С одной стороны, их не так уж мало, потому что именно во втором периоде возникают, кроме того, модификации жанра. Однако и это обстоятельство о чем-то говорит: жанр отчасти все же изменяется. Обратимся к тематике жанра и преобладающим в нем мотивам. Жанр собирает в себе основные темы и мотивы Тютчева – натурфилософские и исторические. Они преобладают в первом периоде, во втором их вообще меньше, к тому же исторические мотивы меняются на политико-публицистические. Зато один из важнейших мотивов наряду с первыми двумя, мотив любви, ищет себе других форм. То же можно сказать и о мотиве творческого самосознания, хотя он косвенно присутствует. Правда, он и в других лирических формах не слишком проявлен у Тютчева, обычно отклоняющегося от осознания причастности к поэзии.
Впрочем, дважды мотив любви все-таки возникает. В стихотворении «Еще земли печален вид…», построенном на параллелизме между природой и душой, он обнаруживает себя лишь в последней строке («Или весенняя то нега?.. / Или то женская любовь?..» (I, 83)). В другом случае – в стихотворении «Пламя рдеет, пламя пышет…» – тема любви фактически занимает весь текст, хотя на вид перед нами контраст между разгулявшейся стихией огня и блаженным переживанием любви:
Пламя рдеет, пламя пышет,
Искры брызжут и летят,
А на них прохладой дышит
Из-за речки темный сад.
Сумрак тут, там жар и крики,
Я брожу как бы во сне, —
Лишь одно я живо чую:
Ты со мной и вся во мне.
Треск за треском, дым за дымом,
Трубы голые торчат,
А в покое нерушимом
Листья веют и шуршат.
Я, дыханьем их обвеян,
Страстный говор твой ловлю.
Слава Богу, я с тобою,
А с тобой мне – как в раю.
(I, 159)
Можно сказать даже, что перед нами не только единственное стихотворение во всей группе, посвященное любовной теме, но еще и лирический сюжет, где обретенное счастье не утрачивается, а дважды в концах строф утверждается в своей нерушимой – райской! – полноте. Это удивительное исключение, особенно если согласиться с Ю. И. Левиным, полагающим, что архисюжетом лирики Тютчева является жажда овладеть желаемым и невозможность его удержать (как фонтану его высоты). [413]Межстрофическое «перводеление» проводится Тютчевым по сильному и завершенному месту: «Ты со мной и вся во мне». Можно думать, что вторая строфа будет контрастной или параллельной линией, однако ничего подобного не происходит. Она оказывается редупликацией первой, с тем же внутренним противоположением пожарища и сада. Поэт характерно распределяет стиховые объемы, отводя в каждой строфе пожару два стиха, а саду любви – шесть (т. е. в соотношении 1 и 3), хотя симметрия слегка подрывается, поскольку 5-й стих – «Сумрак тут, там жар и крики» – содержит отзвук мотива пламени. В то же время система рифм строит симметрию несколько иначе, как бы избыточно поддерживая ее: первые полустрофы имеют сквозную рифму в четных стихах и ассонирующие пары в нечетных; вторые полустрофы чередуют холостые стихи, то с точной, то с приблизительной рифмой. Тем не менее выдержанное равновесие на различных уровнях композиционной, мотивной, рифмической структур не создает разграниченности смысловых потоков. При кажущейся ясности смысла он смазан и до конца неуловим.

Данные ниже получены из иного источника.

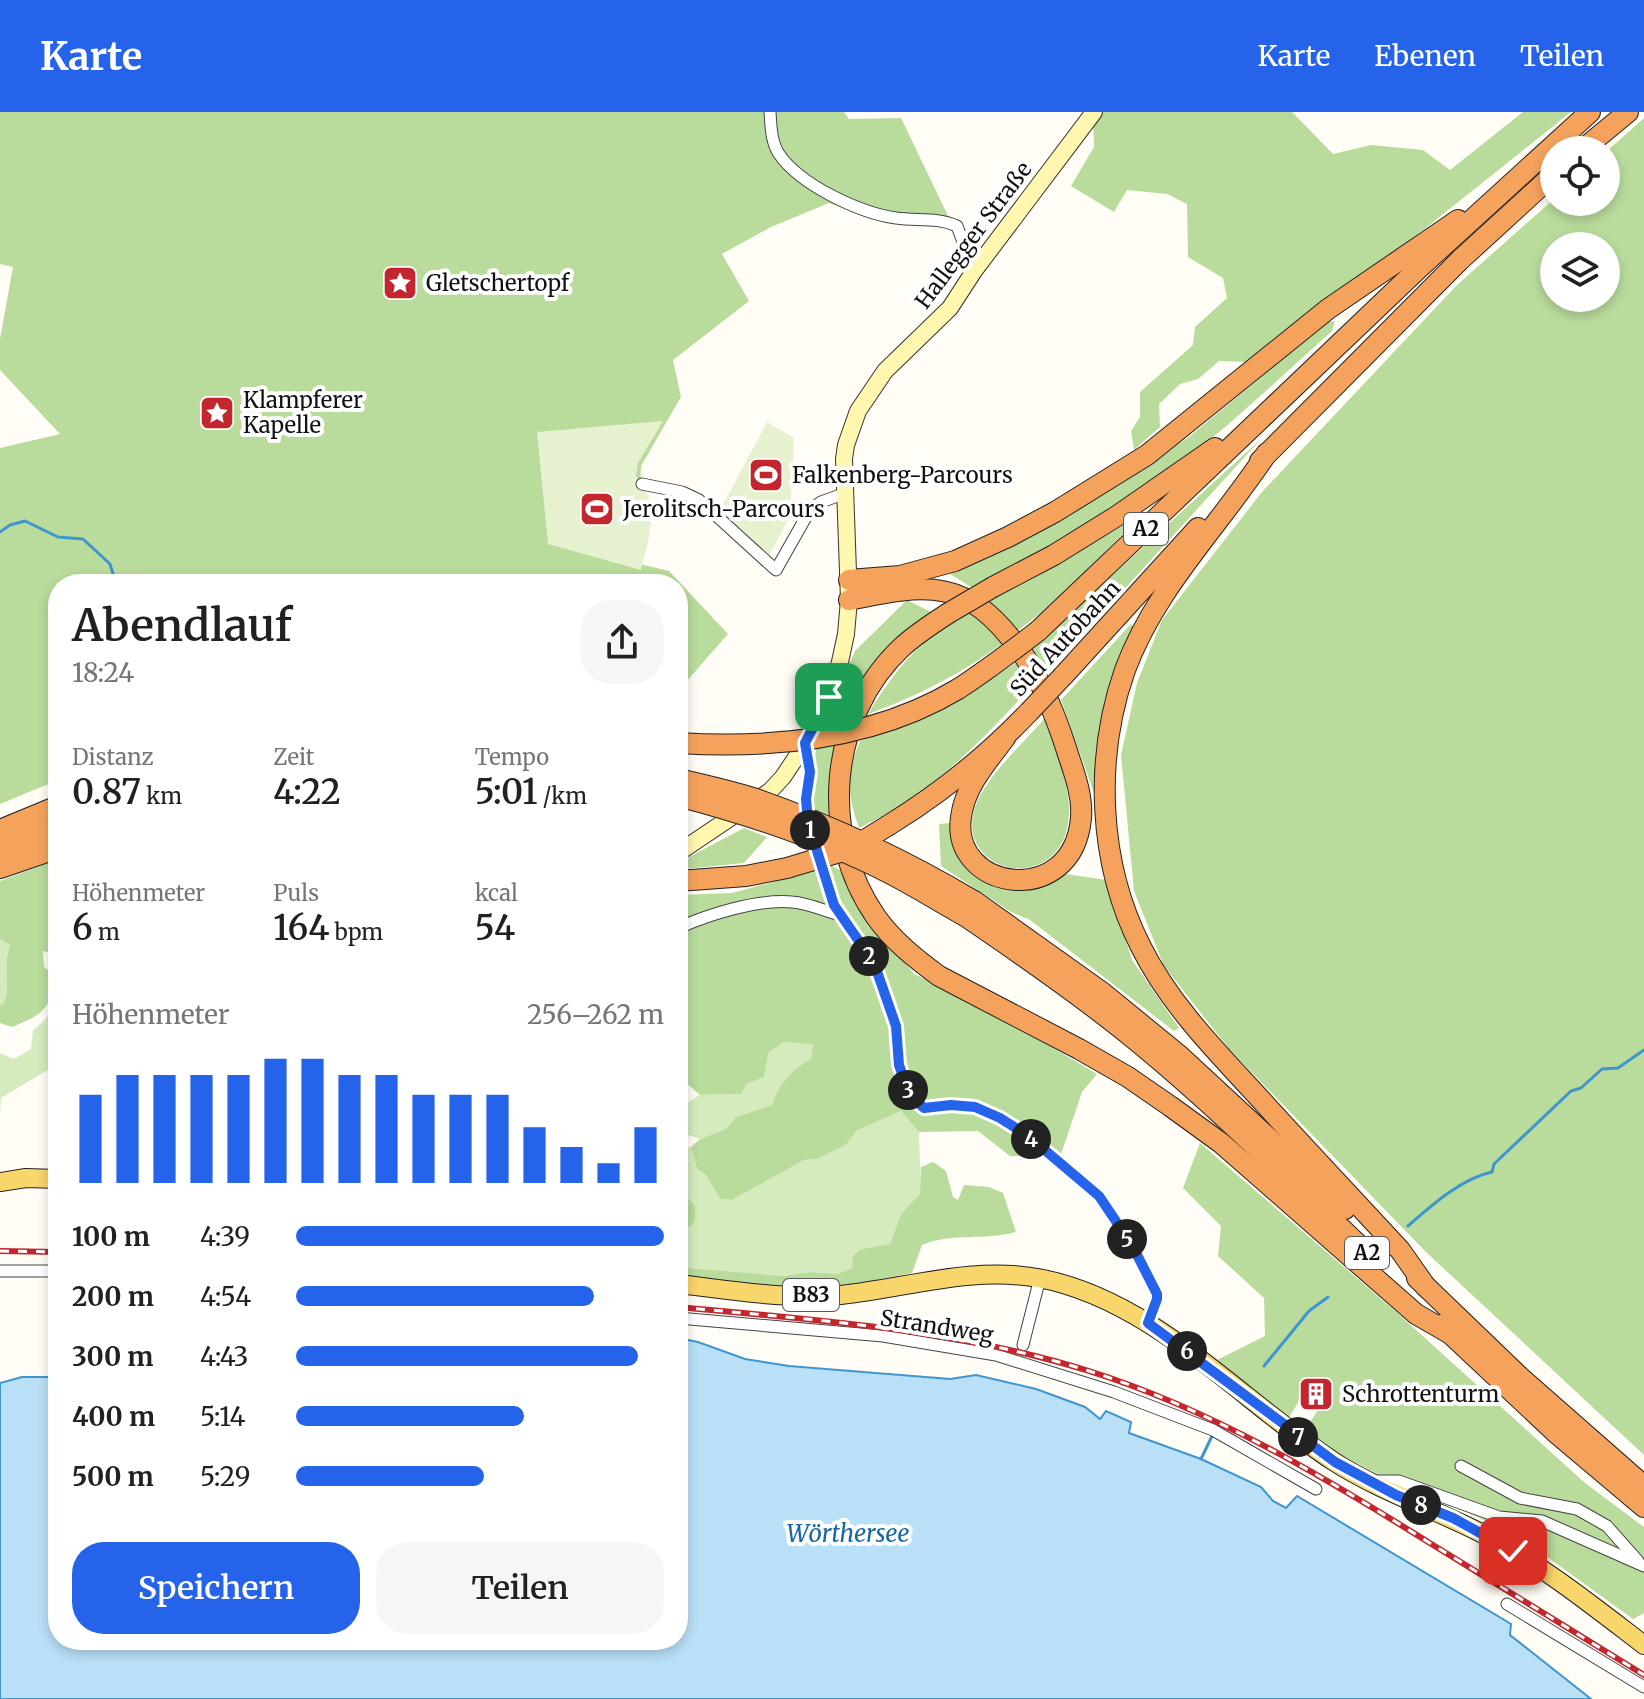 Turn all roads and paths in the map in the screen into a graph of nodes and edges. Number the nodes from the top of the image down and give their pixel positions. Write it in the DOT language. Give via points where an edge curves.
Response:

Откуда это следует? Это следует из неопределенности хронотопа, который сочетает в себе реальное и ирреальное, а также из нефиксируемой позиции лирического «я». Картина пожара почти что видится в своей конкретности, к тому же она меняется: все сгорает, лишь «трубы голые торчат». Вначале кажется, что «я» на пожаре, потому что «темный сад» «дышит из-за речки», то есть издали, через реку. Несколько странно, что «прохладой дышит» на искры («на них»!). Однако лирический субъект все-таки в саду («Сумрак тут, там жар и крики»), и он бродит «как бы во сне», по всей вероятности, все-таки один, осознавая лишь внутреннее присутствие любимой. Можно все стихотворение воспринять как записанный сон, где пожар – метафора жестокой страсти, от которой отодвигаешься в идиллический и всеобъемлющий мир, хотя оба состояния, в сущности, неразрывны и повторяют друг друга («искры брызжут и летят» – «листья веют и шуршат», а «страстный говор» ассоциируется с «пламенем»). Иначе говоря, достигнутое и абсолютное растворение любящих друг в друге – это лишь греза или мир забвения, где теряешь себя, наподобие того, как в другом стихотворении этого жанра читаем: «Все во мне, и я во всем» (I, 75). Разграниченность ситуации оборачивается плывучим сном.